--- INFORMATION PROVIDED Enclosed Below ---

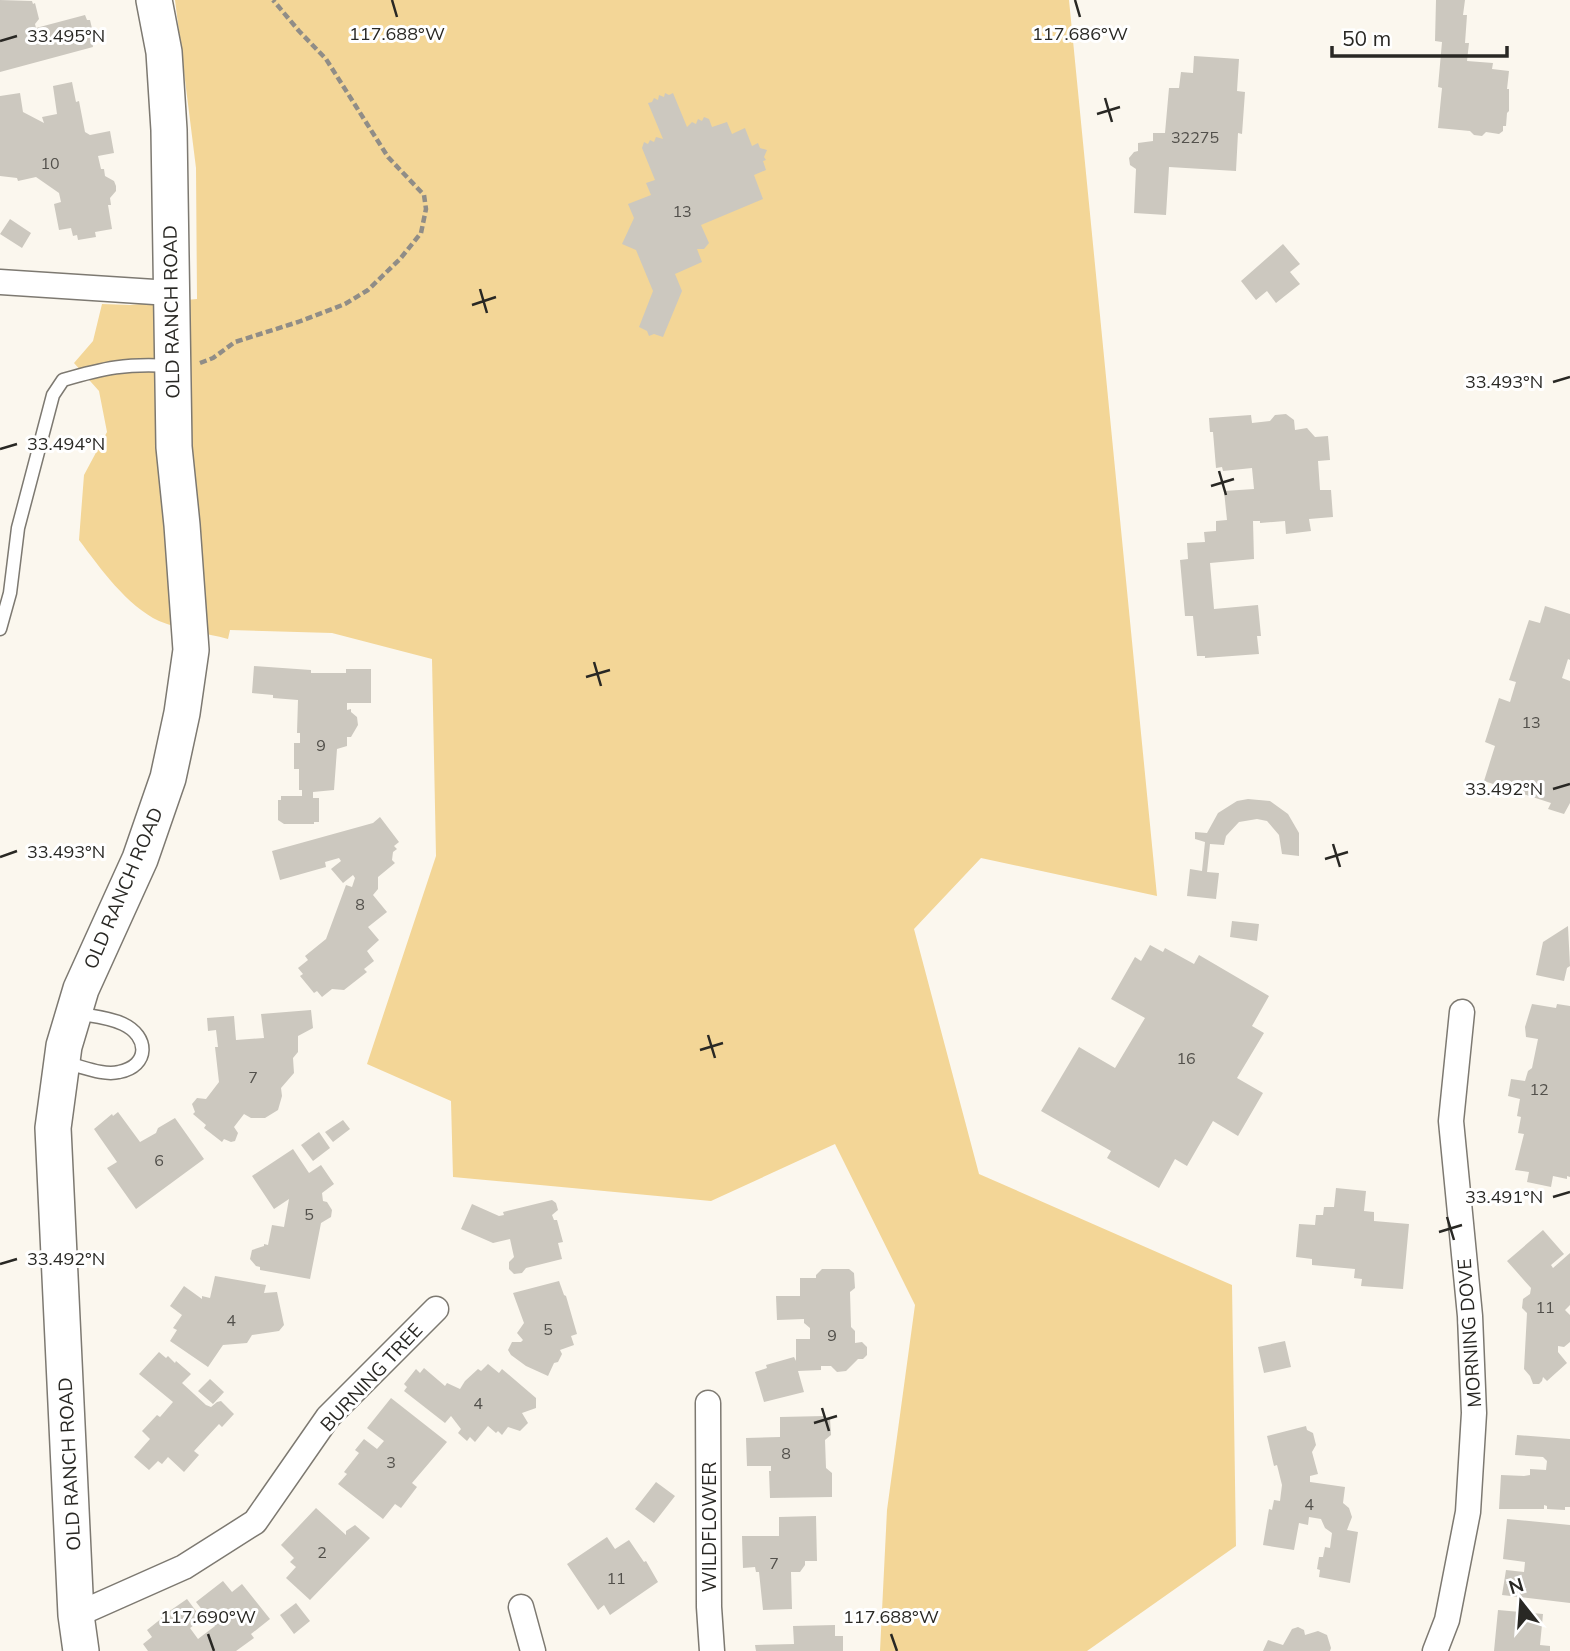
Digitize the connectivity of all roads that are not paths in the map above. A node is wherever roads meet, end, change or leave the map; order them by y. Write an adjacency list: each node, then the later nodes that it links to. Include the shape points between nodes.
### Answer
1 (154, 0): 3 (street, OLD RANCH ROAD, via 164,52 169,130)
2 (0, 282): 3 (street)
3 (170, 293): 4 (street, OLD RANCH ROAD)
4 (171, 366): 5 (lane, via 104,368 63,380 53,395 21,517); 7 (street, OLD RANCH ROAD, via 191,650 183,713 168,778 140,859 80,989)
5 (0, 629)
6 (1462, 1012): 16 (street, MORNING DOVE, via 1451,1121 1470,1316 1474,1413 1468,1512 1447,1620)
7 (74, 1013): 8 (street, OLD RANCH ROAD); 8 (lane, via 120,1022 130,1028 144,1050 136,1064 119,1073)
8 (62, 1062): 12 (street, OLD RANCH ROAD, via 53,1128)
9 (436, 1309): 12 (street, BURNING TREE, via 328,1417 255,1522 184,1567)
10 (708, 1404): 15 (street, WILDFLOWER)
11 (521, 1607): 14 (street)
12 (76, 1615): 13 (street, OLD RANCH ROAD)
13 (81, 1651)
14 (533, 1651)
15 (712, 1651)
16 (1435, 1651)

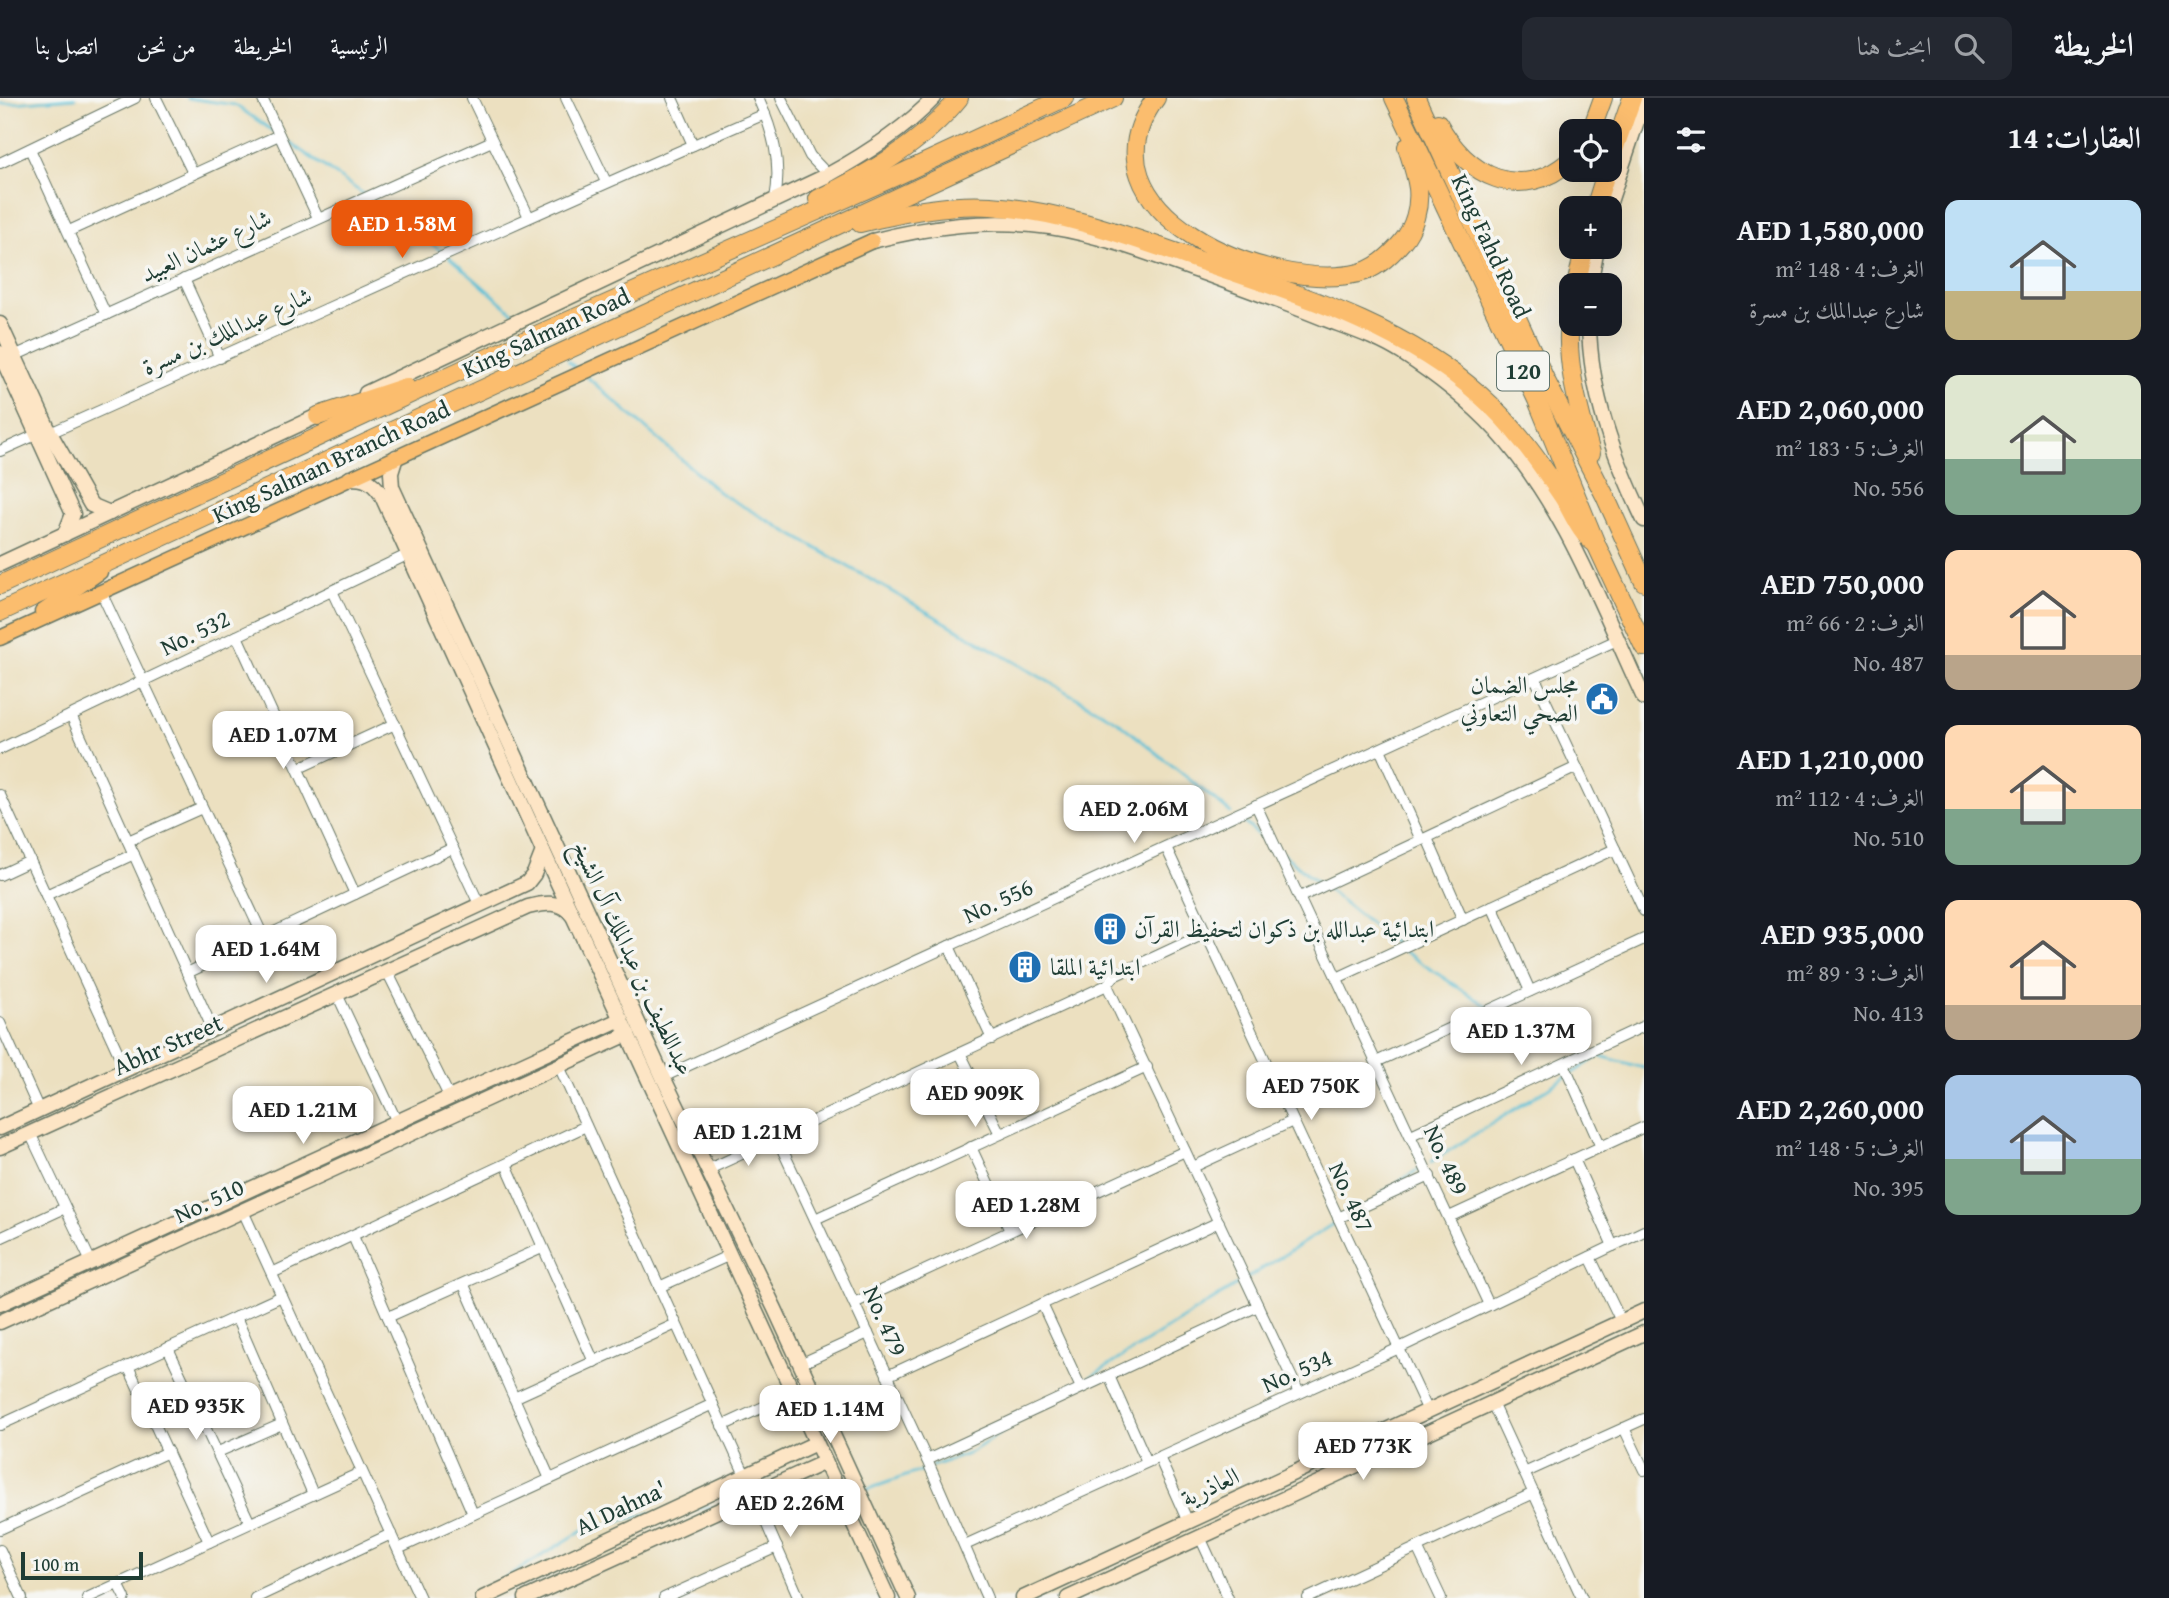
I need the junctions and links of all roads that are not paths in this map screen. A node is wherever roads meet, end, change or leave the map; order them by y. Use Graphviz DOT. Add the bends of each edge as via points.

--- End of Enclosed INFORMATION PROVIDED ---

EXERCISE PROMPT:
Going over every line of the entries, tally those containing the string "points" and report only the figure.

ANSWER FOR THIS EXERCISE:
2